When a Former Employee Hacks Your Computers: The Computer Fraud and Abuse Act
When a company terminates an employee, there's often a formal exit process to ensure that the employee doesn't walk out the door with important company property.
For example, the company will take the employee’s key card to ensure that the employee can no longer access the building. The company will ask the employee to turn over all company electronics, such as a cell phone or tablets. Plus, the employee should be asked to return any paper files that may not be at the office.
That's a fairly typical process.
When the termination is planned in advance, HR will inform the IT department to deactivate the employee’s access to the computer system.
But what happens in a smaller company with no IT department or if the termination is sudden and someone forgets to deactivate the employee’s computer access credentials?
And what happens if that employee (let’s call him Frank) uses those credentials to log back into the system after being fired and downloads valuable client lists, even after he signed an exit document representing that he wouldn’t use any login credentials in the future?
There may be certain legal protections in that situation, such as through Frank’s non-compete agreement (prohibiting him from using company information for personal benefit) or even trade secret law.
But one other remedy is through the federal Computer Fraud and Abuse Act or CFAA. 18 U.S.C. § 1030.
Frank may have violated the statute and could face either civil or criminal penalties.
This post will examine the civil remedies in the CFAA. In part two, we will examine the criminal side of things.
Section 1030(a)(5) defines the following as wrongdoing:
Knowingly causing the transmission of information or code that causes damage to a “protected computer”
Intentionally accessing a computer without authorization and causing damage
Intentionally accessing a computer without authorization and causing any loss
Section 1030(g) sets forth the civil cause of action. It permits a civil cause of action by someone who has suffered “economic damages” The cause of action must be brought within two years of the act causing damage or the discovery of the damage.To bring a cause of action, the damage must be at least $5000.
It's easier to understand the CFAA through the case law interpreting it rather than the statute itself.
Most courts require proof of five elements for a civil cause of action under the statute.
The defendant intentionally accessed a "computer."
The access was without authorization or exceeded authorization.
The defendant obtained information through the access.
The information was from a protected computer.
The access caused a loss of at least $5000.
Let's break down each of those elements to see if Frank violated the CFAA and the company has a civil cause of action.
First, we need to show that Frank’s access was intentional.

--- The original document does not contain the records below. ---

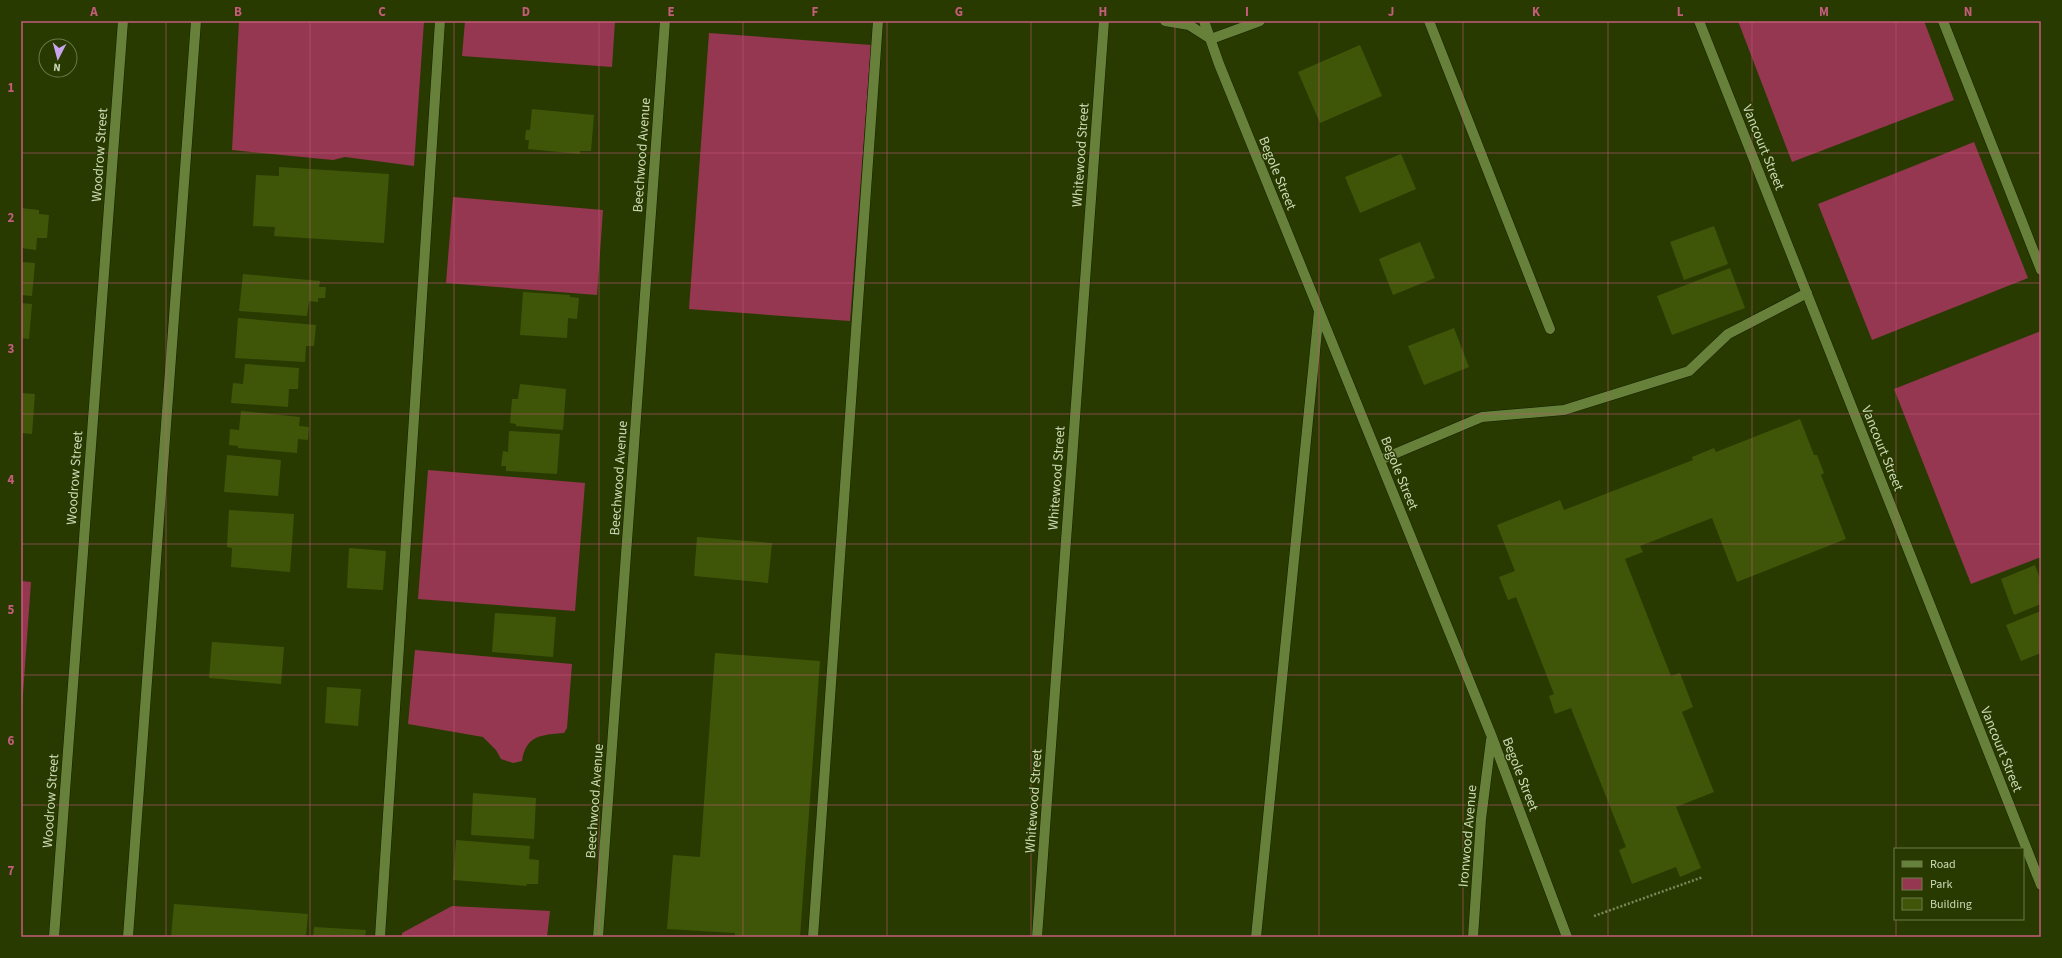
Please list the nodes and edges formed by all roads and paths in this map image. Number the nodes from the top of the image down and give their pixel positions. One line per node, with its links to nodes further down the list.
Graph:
1 (123, 21): 23 (street, Woodrow Street)
2 (196, 21): 24 (street)
3 (440, 21): 25 (street)
4 (665, 21): 26 (street, Beechwood Avenue)
5 (878, 21): 27 (street)
6 (1104, 21): 28 (street, Whitewood Street)
7 (1165, 21): 13 (street)
8 (1204, 21): 13 (street, Begole Street)
9 (1260, 21): 13 (street)
10 (1429, 21): 17 (street)
11 (1699, 21): 15 (street, Vancourt Street)
12 (1943, 21): 14 (street)
13 (1211, 39): 16 (street, Begole Street)
14 (2041, 270)
15 (1807, 293): 18 (street); 21 (street, Vancourt Street)
16 (1319, 311): 18 (street, Begole Street); 29 (street)
17 (1550, 329)
18 (1380, 460): 19 (street, Begole Street)
19 (1492, 737): 30 (street, Ironwood Avenue); 31 (street, Begole Street)
20 (1703, 877): 22 (path)
21 (2041, 885)
22 (1594, 916)
23 (54, 937)
24 (128, 937)
25 (380, 937)
26 (598, 937)
27 (814, 937)
28 (1037, 937)
29 (1256, 937)
30 (1473, 937)
31 (1567, 937)

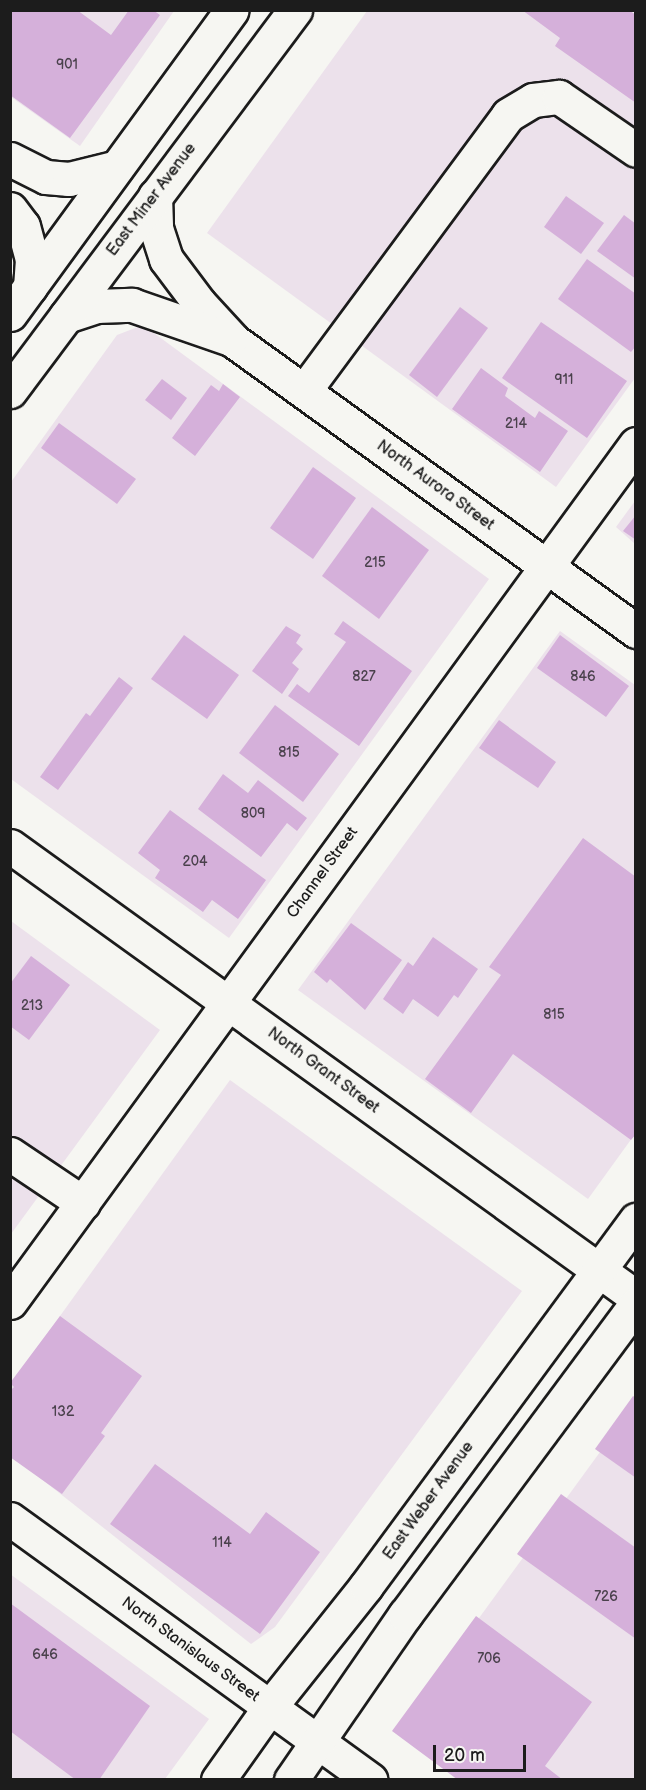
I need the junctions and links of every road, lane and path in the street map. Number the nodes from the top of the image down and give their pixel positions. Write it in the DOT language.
graph roads {
  1 [pos="232,10"];
  2 [pos="295,10"];
  3 [pos="636,150"];
  4 [pos="10,159"];
  5 [pos="117,167"];
  6 [pos="155,196"];
  7 [pos="10,209"];
  8 [pos="30,286"];
  9 [pos="10,314"];
  10 [pos="66,316"];
  11 [pos="234,341"];
  12 [pos="10,391"];
  13 [pos="304,391"];
  14 [pos="636,444"];
  15 [pos="545,566"];
  16 [pos="636,630"];
  17 [pos="10,846"];
  18 [pos="229,1003"];
  19 [pos="12,1158"];
  20 [pos="83,1203"];
  21 [pos="636,1220"];
  22 [pos="599,1270"];
  23 [pos="636,1297"];
  24 [pos="10,1302"];
  25 [pos="636,1304"];
  26 [pos="10,1519"];
  27 [pos="269,1708"];
  28 [pos="318,1743"];
  29 [pos="218,1779"];
  30 [pos="291,1779"];
  31 [pos="371,1779"];
  1 -- 5 [label="street"];
  2 -- 6 [label="street, East Miner Avenue"];
  3 -- 13 [label="street"];
  4 -- 5 [label="street"];
  5 -- 8 [label="street"];
  6 -- 10 [label="street, East Miner Avenue"];
  6 -- 11 [label="street, North Aurora Street"];
  7 -- 8 [label="street"];
  8 -- 9 [label="street"];
  10 -- 11 [label="street, North Aurora Street"];
  10 -- 12 [label="street, East Miner Avenue"];
  11 -- 13 [label="street, North Aurora Street"];
  13 -- 15 [label="street, North Aurora Street"];
  14 -- 15 [label="street, Channel Street"];
  15 -- 16 [label="street, North Aurora Street"];
  15 -- 18 [label="street, Channel Street"];
  17 -- 18 [label="street, North Grant Street"];
  18 -- 20 [label="street, Channel Street"];
  18 -- 22 [label="street, North Grant Street"];
  19 -- 20 [label="street"];
  20 -- 24 [label="street, Channel Street"];
  21 -- 22 [label="street, East Weber Avenue"];
  22 -- 23 [label="street, North Grant Street"];
  22 -- 27 [label="street, East Weber Avenue"];
  25 -- 28 [label="street"];
  26 -- 27 [label="street, North Stanislaus Street"];
  27 -- 28 [label="street, North Stanislaus Street"];
  27 -- 29 [label="street, East Weber Avenue"];
  28 -- 30 [label="street"];
  28 -- 31 [label="street, North Stanislaus Street"];
}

This is usually a simple matter. The company could show that Frank used his login credentials to access the computer. A forensic analysis of the company's computer system can likely reveal the IP address from which the access occurred and help prove that Frank was the person who used the credentials.
Second, the company would have to show that Frank accessed the company’s computer system without authorization. There are two possible ways to show lack of authorization, either lack of permission or misuse of authorization. The federal courts are split as to whether the “misuse” of authorization (or exceeding authorization) is actionable.
Here, Frank lacked authorization. He had been terminated from the company and had been told that he no longer had access to the company's computer system. He also signed a document confirming that fact.
A more complex situation arises when a current employee exceeds her authorization. For example, she can log in to the system, but her job does not permit her to review confidential personnel files. If she accessed those personnel files, she would be “misusing” or “exceeding” her authorization.
But that's not the situation here. We’re keeping it simple for now.
Third, the company would have to show that Frank obtained information through the access. A computer forensic expert could find out what documents were accessed using that login credential.
There would likely be no violation if Frank simply logged in and then logged right back out, maybe just testing to see if his credentials still worked. In our fact pattern, though, Frank not only viewed information (thus “obtaining” it) but he downloaded client information too.
Fourth, the company would have to prove that Frank obtained the information from a protected computer. This is a very low bar. The CFAA defines a protected computer as "a computer used in a manner that affects interstate or foreign commerce or communication." 18 U.S.C. §1030(e)(2). The courts have defined a protected computer very broadly. The DC district court has defined it as any computer "hooked up to the Internet . . . including computers that house website servers."
Given this, it’s easy to prove the defendant accessed a “protected computer”.
Finally, the company would have to show that Frank's unauthorized access caused at least $5,000 in loss. This must be economic loss.
The good news for the company is that some courts have interpreted this provision very broadly to include all losses attributable to the defendant's conduct, including expenses of hiring legal counsel and other resources or personnel hours spent on addressing the unauthorized access.
If any of you have hired a computer forensic expert (or a lawyer), then you know that $5000 is an easy threshold to meet.
The tougher question for the company is whether or not it's worthwhile to file a lawsuit based on the CFAA at all. Unless, Frank took very valuable information, then it may not be worth the effort to file a lawsuit. Instead, the company may decide to contact him to work out a solution that requires him to permanently delete the information and a representation that he will not improperly use the information.
The CFAA can be a powerful took to make sure your former employees follow the rules after they leave. But nothing is as powerful as making sure that they can’t access your computers in the first place.